* [Goal of the exercise]: Please repeat, exactly and with nothing extra, the line containing "Build a routing" and every line after it up to the end of the material.

* [Material shown]:

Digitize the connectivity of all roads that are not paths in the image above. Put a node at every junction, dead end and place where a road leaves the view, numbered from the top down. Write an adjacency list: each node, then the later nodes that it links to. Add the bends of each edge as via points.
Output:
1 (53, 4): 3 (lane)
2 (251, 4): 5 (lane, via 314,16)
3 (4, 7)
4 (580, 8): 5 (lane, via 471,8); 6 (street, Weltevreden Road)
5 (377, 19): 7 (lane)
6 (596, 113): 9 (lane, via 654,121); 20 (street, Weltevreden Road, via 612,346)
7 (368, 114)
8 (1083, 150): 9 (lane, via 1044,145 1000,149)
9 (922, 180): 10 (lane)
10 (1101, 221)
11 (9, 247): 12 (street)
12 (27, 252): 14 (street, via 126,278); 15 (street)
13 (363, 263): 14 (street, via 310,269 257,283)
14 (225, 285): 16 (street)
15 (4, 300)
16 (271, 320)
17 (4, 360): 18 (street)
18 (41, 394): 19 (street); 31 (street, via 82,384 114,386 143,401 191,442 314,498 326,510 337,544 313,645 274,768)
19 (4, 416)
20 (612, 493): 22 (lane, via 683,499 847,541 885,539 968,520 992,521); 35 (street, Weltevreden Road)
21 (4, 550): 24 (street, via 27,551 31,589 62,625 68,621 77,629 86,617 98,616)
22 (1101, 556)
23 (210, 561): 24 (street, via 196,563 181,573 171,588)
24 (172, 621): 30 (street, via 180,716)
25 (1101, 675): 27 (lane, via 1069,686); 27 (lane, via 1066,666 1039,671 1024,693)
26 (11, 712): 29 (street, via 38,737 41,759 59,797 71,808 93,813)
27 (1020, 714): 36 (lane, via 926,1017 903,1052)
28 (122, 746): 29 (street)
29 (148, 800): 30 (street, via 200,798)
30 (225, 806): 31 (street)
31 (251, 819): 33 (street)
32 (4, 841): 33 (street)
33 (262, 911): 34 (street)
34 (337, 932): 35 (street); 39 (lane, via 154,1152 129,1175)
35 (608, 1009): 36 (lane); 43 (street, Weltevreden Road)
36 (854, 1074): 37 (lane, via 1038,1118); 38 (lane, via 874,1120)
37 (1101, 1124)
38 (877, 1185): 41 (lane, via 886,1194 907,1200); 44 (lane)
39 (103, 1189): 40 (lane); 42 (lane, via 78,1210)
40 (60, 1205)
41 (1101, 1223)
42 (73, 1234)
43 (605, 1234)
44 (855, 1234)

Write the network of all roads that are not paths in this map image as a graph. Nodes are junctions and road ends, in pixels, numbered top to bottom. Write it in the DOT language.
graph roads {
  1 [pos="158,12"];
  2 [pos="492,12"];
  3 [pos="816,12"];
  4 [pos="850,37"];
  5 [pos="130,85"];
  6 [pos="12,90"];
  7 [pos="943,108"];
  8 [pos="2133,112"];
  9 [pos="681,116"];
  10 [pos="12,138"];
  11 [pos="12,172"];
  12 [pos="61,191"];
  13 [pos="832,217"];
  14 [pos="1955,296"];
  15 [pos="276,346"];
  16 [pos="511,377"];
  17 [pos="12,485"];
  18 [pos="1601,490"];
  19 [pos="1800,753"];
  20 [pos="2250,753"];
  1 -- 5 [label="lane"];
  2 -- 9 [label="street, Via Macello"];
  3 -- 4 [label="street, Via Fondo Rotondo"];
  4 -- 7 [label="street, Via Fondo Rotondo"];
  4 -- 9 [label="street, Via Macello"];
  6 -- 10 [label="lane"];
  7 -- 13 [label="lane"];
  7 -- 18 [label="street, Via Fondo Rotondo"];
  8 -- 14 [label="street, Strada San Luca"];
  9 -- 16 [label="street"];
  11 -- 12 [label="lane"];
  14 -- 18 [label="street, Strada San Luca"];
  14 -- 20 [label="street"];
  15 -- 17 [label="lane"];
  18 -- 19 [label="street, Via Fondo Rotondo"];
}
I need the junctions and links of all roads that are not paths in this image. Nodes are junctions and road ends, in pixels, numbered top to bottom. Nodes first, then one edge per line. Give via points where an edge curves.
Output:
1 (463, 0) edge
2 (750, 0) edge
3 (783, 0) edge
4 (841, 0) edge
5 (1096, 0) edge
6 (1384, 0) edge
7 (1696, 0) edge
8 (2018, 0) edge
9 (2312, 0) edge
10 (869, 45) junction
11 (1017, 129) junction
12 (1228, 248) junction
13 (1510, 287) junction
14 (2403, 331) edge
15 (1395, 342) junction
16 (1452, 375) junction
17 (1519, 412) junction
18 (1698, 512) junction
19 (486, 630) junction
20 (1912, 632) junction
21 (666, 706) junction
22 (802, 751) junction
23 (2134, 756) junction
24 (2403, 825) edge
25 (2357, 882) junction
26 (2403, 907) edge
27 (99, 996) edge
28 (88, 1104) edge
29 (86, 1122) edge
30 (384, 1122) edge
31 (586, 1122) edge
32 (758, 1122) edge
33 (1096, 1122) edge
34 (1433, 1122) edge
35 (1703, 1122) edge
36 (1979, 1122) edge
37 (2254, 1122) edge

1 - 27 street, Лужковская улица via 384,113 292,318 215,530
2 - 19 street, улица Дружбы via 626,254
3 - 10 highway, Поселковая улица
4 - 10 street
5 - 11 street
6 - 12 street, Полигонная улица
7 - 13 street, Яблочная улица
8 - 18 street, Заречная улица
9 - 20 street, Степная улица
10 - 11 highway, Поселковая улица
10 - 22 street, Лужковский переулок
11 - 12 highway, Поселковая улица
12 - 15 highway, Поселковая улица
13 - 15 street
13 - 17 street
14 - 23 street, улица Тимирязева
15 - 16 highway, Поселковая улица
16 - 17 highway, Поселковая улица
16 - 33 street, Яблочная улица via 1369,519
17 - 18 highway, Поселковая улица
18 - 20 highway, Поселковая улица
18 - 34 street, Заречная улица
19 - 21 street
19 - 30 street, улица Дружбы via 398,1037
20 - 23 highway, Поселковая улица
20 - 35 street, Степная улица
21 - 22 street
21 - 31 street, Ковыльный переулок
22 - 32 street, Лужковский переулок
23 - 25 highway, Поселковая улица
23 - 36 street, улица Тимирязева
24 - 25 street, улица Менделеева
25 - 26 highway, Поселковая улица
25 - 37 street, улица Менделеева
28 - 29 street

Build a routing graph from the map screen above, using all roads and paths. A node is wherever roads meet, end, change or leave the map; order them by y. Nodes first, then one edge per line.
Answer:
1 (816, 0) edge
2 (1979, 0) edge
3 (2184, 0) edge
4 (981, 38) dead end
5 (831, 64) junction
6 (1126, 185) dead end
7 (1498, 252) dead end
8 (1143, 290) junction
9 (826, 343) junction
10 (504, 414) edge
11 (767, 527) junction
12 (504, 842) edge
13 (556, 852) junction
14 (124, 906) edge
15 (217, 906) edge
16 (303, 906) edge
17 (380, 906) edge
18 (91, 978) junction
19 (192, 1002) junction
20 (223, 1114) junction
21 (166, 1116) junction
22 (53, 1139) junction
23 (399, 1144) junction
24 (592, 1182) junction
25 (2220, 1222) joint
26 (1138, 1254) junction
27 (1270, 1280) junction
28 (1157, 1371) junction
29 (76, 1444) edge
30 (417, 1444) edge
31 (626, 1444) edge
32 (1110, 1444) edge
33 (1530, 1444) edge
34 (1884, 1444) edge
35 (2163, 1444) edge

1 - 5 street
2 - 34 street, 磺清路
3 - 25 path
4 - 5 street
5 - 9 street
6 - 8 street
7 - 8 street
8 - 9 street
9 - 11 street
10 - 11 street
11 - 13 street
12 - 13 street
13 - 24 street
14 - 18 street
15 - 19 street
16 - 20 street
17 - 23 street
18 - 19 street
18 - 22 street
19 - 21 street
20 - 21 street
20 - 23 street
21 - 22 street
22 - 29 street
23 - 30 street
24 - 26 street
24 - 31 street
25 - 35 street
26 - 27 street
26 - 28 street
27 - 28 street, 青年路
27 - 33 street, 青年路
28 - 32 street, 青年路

* [Answer to this exercise]:
Build a routing graph from the map screen above, using all roads and paths. A node is wherever roads meet, end, change or leave the map; order them by y. Nodes first, then one edge per line.
Answer:
1 (816, 0) edge
2 (1979, 0) edge
3 (2184, 0) edge
4 (981, 38) dead end
5 (831, 64) junction
6 (1126, 185) dead end
7 (1498, 252) dead end
8 (1143, 290) junction
9 (826, 343) junction
10 (504, 414) edge
11 (767, 527) junction
12 (504, 842) edge
13 (556, 852) junction
14 (124, 906) edge
15 (217, 906) edge
16 (303, 906) edge
17 (380, 906) edge
18 (91, 978) junction
19 (192, 1002) junction
20 (223, 1114) junction
21 (166, 1116) junction
22 (53, 1139) junction
23 (399, 1144) junction
24 (592, 1182) junction
25 (2220, 1222) joint
26 (1138, 1254) junction
27 (1270, 1280) junction
28 (1157, 1371) junction
29 (76, 1444) edge
30 (417, 1444) edge
31 (626, 1444) edge
32 (1110, 1444) edge
33 (1530, 1444) edge
34 (1884, 1444) edge
35 (2163, 1444) edge

1 - 5 street
2 - 34 street, 磺清路
3 - 25 path
4 - 5 street
5 - 9 street
6 - 8 street
7 - 8 street
8 - 9 street
9 - 11 street
10 - 11 street
11 - 13 street
12 - 13 street
13 - 24 street
14 - 18 street
15 - 19 street
16 - 20 street
17 - 23 street
18 - 19 street
18 - 22 street
19 - 21 street
20 - 21 street
20 - 23 street
21 - 22 street
22 - 29 street
23 - 30 street
24 - 26 street
24 - 31 street
25 - 35 street
26 - 27 street
26 - 28 street
27 - 28 street, 青年路
27 - 33 street, 青年路
28 - 32 street, 青年路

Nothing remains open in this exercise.